Newman-Penrose formalism: Can a normalized spin-frame be found for every null tetrad?

Question

I have a question within the framework of spin-coefficient formalism / Newman-Penrose formalism. Suppose I have a space-time metric whose components with respect to some coordinate basis are known. I can then easily construct a null tetrad (to be more precise: the vector components of the tetrad vectors to the coordinate basis).

Since many calculations are easier if the corresponding spinor basis is a normalized spin frame $o_A\iota^A=1$ I would like to know if the spinor basis that corresponds to my null tetrad is such a normalized spin frame.

I am a bit lost at that point. Can I find a spinor basis in spinor space that corresponds to the null tetrad basis in tensor space and will it be a normalized spin frame? Or is there a multitude of possible spinor bases that can be normalized through some procedure? Does it depend on the specific null tetrad (for a given metric there is no unique null tetrad, but a number of independent possibilities)?

Answer 1

The Newman-Penrose formalism replaces tensors with spinors by introducing vector space isomorphisms $\varsigma_p: T_pM \to (S \otimes \overline{S})$, where $S$ is our spinor space and $\overline{S}$ is its complex conjugate; corresponding maps for $T_p^*M$ are of course introduced via the canonical isometries.

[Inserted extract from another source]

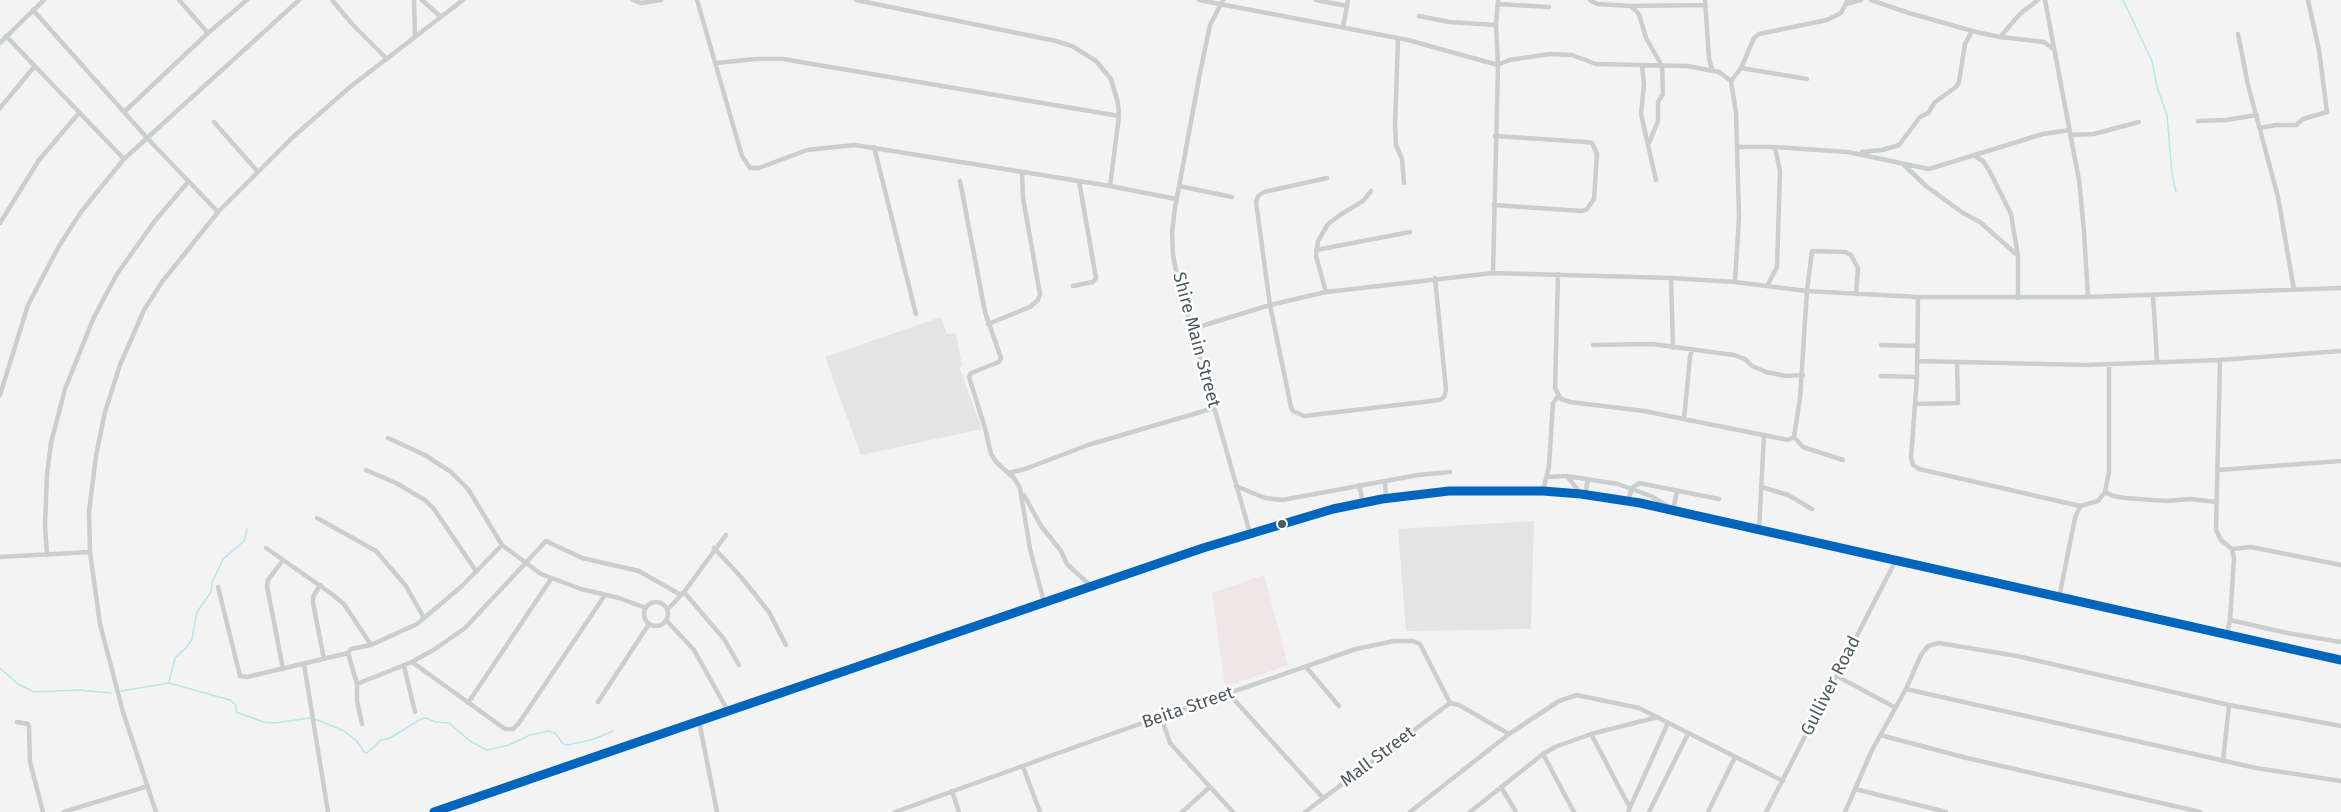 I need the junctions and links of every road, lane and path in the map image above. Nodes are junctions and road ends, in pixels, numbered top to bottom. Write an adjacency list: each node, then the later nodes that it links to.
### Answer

These maps are required to preserve the inner product at each point, so that omitting the $p$ subscript and adopting index notation we write: $$\tag{1} g_{ab} = \varsigma_a{}^{AA'}\varsigma_b{}^{BB'}\epsilon_{AB}\epsilon_{A'B'}, $$ where $\epsilon_{AB}$ ($\epsilon_{A'B'}$) is the inner product on $S$ ($\overline{S}$). This makes $\varsigma$ an isometry at each point.

Thus for each choice of $\varsigma$ a null frame corresponds to a unique combination of spinors (at each point). Usually we choose $\varsigma$ and a basis $(o^A,\iota^A)$ on $S$ such that $$ (l^a,n^a,m^a,\overline{m}^a) = (o^Ao^{A'},\iota^A\iota^{A'},o^A\iota^{A'},\iota^Ao^{A'}). $$ Because of $(1)$, any such spinor basis will be normalized, since the null frame is. Of course, other spinor bases can also be chosen and each one can be made to correspond to the same null frame by redefining $\varsigma$.

The crucial point to notice is that with this approach $S$ is not intrinsic to the geometry, but rather $(S\otimes\overline{S})$ is taken as an alternative representation of $T_pM$ at each point.

Answer 2

I agree with @Erik Jorgenfelt . Besides, I will like to add more about the gauge freedom which preserves the normalization of 2-spinor basis.

For a given spin frame $\{o_A,\iota^A\}$, we can see that linear transformations which preserve the normalization condition is given by : $$o_A\mapsto \lambda o_A \:\:\:\:\:\:\:\:\iota^A\mapsto \lambda^{-1}\iota^A\:\:\:\:\:\:\forall\lambda\in C^{*}$$ Under such transformation, the null tetrads transforms to a new set given by: $$l^a\mapsto \lambda\bar{\lambda}l^a\:\:\:\:\:\:\:\bar{m}^a\mapsto\bar{\lambda}\lambda^{-1}\bar{m}^a$$ $$m^a\mapsto \lambda\bar{\lambda}^{-1}m^a\:\:\:\:n^a\mapsto\lambda^{-1}\bar{\lambda}^{-1}n^a$$ We can set $\lambda^2=Re^{i\theta}$, then the null direction for $\textbf{l},\textbf{n}$ are preserved but not their magnitudes: $$l^a\mapsto R l^a\:\:\:n^a\mapsto R^{-1}n^a$$, but it will induce spatial rotation for complex vectors $\textbf{m},\bar{\textbf{m}}$ : $m^a\mapsto e^{i\theta}m^a$

Here $(R,\theta)$ defines a 2-parameter gauge freedom which preserves the normalization and therefore a certain subgroup of Lorentz transformation.